L'artiche au vinaigre

Point trop n'en faut, et cependant...

C'est quelque part le nerf, celui-là même qui nous pousse, las de se justifier, à une guerre inopinée, un soudain orage qui fait de nous deux des soldats involontairement ennemis, subitement enrôlés dans une opposition déclarée, et ce, pour notre plus grande peine : celle que l'on ressent déjà à la faire éprouver à celui que l'on aime. Une douleur de trop, en somme.

Et cependant, chacun a ses raisons, chacun a ses torts, mais ce sont ici deux mondes qui s'opposent, deux modes de vie azimutés, dans une lutte molle et cependant butée, où chacun tend à défendre sa cause perdue. Mon Chocolat aime l'insouciance du plaisir, parfois cher mais toujours tendre plaisir, tandis que je veille, moi, tel un Cerbère indomptable, sur l'intégrité de nos ressources, ces revenus qui n'ont de cesse de ne jamais revenir et semblent se jeter à la mer, chaque jour, davantage.

Et je ne déteste rien tant que tanner la bête encore et encore lorsque, quoique pas même abattue et exactement vaillante, on en a déjà soldé la peau le mois d'avant. Car ce proverbial ours, bien trop léché par nos soins, a malheureusement ses limites, du genre que mon banquier n'oublie jamais. Et de me le rappeler, avec cette humiliation dont il a le saint secret, dans un instant de honte, par le truchement d'une machine imbécile qui vous fait l'affront de ne point vous tirer la langue, cette liasse de billets bien repassés, pour mieux vous narguer par un message laconique vantant un crédit copieusement épuisé.
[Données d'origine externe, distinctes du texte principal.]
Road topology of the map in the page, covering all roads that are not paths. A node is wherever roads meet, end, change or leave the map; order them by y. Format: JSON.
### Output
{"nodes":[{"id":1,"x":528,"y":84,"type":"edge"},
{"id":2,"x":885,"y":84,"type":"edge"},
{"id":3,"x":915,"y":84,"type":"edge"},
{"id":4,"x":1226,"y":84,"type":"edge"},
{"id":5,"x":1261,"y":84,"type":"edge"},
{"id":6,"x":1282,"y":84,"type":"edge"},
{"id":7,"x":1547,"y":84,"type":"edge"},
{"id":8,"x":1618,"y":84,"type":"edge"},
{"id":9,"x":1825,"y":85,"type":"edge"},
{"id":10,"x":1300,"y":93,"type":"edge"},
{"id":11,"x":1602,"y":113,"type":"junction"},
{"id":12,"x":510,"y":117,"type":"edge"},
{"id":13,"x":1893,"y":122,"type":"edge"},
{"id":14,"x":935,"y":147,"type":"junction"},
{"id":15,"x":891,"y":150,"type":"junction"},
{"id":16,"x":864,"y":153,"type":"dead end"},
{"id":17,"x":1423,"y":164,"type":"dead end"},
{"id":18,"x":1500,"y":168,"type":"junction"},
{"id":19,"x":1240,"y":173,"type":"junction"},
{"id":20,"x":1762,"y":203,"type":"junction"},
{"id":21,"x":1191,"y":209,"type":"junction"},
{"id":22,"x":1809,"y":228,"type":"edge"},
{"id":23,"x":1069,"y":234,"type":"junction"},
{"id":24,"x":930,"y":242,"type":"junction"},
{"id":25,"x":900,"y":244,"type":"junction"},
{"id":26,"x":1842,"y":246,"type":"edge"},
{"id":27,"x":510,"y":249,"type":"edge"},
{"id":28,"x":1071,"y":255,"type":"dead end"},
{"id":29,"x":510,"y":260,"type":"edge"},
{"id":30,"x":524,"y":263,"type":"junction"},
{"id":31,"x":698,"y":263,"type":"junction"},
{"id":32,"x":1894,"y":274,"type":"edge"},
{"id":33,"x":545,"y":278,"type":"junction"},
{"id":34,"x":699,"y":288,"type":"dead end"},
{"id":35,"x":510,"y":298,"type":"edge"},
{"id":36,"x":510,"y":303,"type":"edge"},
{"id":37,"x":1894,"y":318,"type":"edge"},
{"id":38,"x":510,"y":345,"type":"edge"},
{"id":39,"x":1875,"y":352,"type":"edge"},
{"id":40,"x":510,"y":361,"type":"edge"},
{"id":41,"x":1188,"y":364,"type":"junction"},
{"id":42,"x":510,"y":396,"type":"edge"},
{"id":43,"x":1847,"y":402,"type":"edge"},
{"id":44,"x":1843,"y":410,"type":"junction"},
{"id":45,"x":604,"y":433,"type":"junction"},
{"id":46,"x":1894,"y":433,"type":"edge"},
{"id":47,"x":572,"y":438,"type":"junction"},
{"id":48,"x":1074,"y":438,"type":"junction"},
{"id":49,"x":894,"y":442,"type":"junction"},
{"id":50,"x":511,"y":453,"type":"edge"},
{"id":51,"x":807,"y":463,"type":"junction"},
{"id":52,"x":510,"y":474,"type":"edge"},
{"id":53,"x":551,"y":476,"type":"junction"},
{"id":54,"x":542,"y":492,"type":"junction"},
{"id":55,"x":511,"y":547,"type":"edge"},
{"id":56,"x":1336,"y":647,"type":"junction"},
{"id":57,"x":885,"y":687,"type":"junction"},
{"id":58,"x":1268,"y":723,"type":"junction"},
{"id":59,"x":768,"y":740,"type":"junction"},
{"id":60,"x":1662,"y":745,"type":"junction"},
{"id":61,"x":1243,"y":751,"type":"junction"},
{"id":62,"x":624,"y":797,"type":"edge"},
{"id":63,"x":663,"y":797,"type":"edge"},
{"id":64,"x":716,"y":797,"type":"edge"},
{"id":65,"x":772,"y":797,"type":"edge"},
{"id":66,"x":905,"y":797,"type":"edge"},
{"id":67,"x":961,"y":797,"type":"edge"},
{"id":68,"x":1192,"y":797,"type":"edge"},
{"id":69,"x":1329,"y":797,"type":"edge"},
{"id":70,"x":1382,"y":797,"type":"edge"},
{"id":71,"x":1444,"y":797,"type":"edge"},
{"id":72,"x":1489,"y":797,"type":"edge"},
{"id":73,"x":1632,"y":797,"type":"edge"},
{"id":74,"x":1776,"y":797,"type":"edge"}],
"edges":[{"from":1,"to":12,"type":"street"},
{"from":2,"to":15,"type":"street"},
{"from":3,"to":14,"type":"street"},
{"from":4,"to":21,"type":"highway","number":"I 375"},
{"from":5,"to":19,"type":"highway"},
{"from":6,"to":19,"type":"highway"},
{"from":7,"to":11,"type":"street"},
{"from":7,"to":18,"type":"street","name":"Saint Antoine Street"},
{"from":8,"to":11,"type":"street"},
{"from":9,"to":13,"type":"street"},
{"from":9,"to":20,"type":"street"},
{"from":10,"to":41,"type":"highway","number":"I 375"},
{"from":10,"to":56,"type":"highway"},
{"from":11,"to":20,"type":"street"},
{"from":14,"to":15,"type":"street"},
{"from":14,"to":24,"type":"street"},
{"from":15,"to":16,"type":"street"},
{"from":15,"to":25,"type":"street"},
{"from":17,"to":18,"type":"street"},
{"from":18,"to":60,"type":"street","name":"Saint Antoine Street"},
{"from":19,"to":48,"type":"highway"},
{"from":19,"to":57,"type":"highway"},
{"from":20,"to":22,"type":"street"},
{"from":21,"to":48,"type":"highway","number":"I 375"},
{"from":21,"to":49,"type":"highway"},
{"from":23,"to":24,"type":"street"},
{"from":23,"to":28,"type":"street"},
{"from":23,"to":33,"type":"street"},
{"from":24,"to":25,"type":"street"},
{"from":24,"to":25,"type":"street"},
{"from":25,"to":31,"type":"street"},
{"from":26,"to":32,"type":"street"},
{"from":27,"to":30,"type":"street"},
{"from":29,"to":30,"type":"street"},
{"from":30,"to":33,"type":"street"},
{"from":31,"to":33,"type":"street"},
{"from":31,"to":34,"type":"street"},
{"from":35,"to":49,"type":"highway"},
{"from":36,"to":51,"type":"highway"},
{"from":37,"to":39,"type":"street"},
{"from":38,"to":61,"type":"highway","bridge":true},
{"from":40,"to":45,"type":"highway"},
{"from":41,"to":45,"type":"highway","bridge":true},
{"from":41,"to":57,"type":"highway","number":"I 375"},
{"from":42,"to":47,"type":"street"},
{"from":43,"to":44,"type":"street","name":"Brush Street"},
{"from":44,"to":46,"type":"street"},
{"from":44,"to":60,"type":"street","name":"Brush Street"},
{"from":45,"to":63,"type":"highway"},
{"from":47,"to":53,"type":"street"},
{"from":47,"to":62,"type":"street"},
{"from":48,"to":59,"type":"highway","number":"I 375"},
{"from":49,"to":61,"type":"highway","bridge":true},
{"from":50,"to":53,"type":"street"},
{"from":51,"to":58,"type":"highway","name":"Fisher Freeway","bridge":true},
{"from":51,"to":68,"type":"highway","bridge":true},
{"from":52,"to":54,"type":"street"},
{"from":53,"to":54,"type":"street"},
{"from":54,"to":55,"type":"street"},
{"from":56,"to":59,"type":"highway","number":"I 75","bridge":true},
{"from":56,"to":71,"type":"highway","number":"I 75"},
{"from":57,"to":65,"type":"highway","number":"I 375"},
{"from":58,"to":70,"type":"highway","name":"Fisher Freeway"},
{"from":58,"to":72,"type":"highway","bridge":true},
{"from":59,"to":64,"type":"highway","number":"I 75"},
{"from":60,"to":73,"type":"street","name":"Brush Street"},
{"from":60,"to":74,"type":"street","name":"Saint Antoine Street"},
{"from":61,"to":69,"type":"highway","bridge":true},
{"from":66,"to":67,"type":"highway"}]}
Les fins de mois s'avèrent chez quelques un difficiles, c'est un fait, mais pourquoi donc faut-il que ce soit chez moi un perpétuel 31 chaque semaine que Dieu fait ?

C'est ainsi que tout semble se résumer à cette équation dans la tête de mon Garou : à salaire médiocre, vie médiocre. Et la vie d'un petit fonctionnaire, à l'instar de celle d'un saisonnier hôtelier, a peu de chances de voir la vapeur s'inverser lestement. Sans volonté de le combattre, le sort sera d'autant plus de cet acabit, s'acharnant à se répéter inlassablement, lourdement, application méthodique, sans cesse résumée par un sempiternel "non, je n'en ai pas les moyens". La triste réalité... à laquelle j'ai tendance à m'attacher, les bras ballants, en vache asthénique dans un pré qui fixe le train fumant passer sans elle. Voilà qui est bien vrai, je l'avoue piteusement.

Via ce dernier chemin, je suis en mesure de discerner ma résignation agaçante, cette différence d'autant plus flagrante que Ludovic a, de son côté, les ambitions et les moyens de la réussite, celle qui passe par un niveau de vie autrement plus bourgeois, plus hédoniste, et déjà pratiqué durant ses années estudiantines, loin de la petite existence que mon emploi présent, et à fortiori le sien, nous imposent l'un l'autre.

Finalement, son naturel réflexe n'est jamais qu'un risque évanescent, une anticipation de bon aloi sur les promesses de cette vie professionnelle qu'il diffère d'amorcer, par évident amour pour moi, par respect du temps que requiert l'apprentissage de notre relation réciproque. C'est un cadeau de sa part ; l'ennui c'est qu'il a ponctuellement un prix.

Car jamais, ô grand jamais, je ne veux endurer qu'il induise ma responsabilité massive, celle qui me voudrait être l'instigateur involontaire, et volontairement désarmé, d'un tel état de faits aussi chiches, lorsque j'ai su apprendre, patiemment, à me satisfaire du peu que je possède déjà, en enfant de la simplicité.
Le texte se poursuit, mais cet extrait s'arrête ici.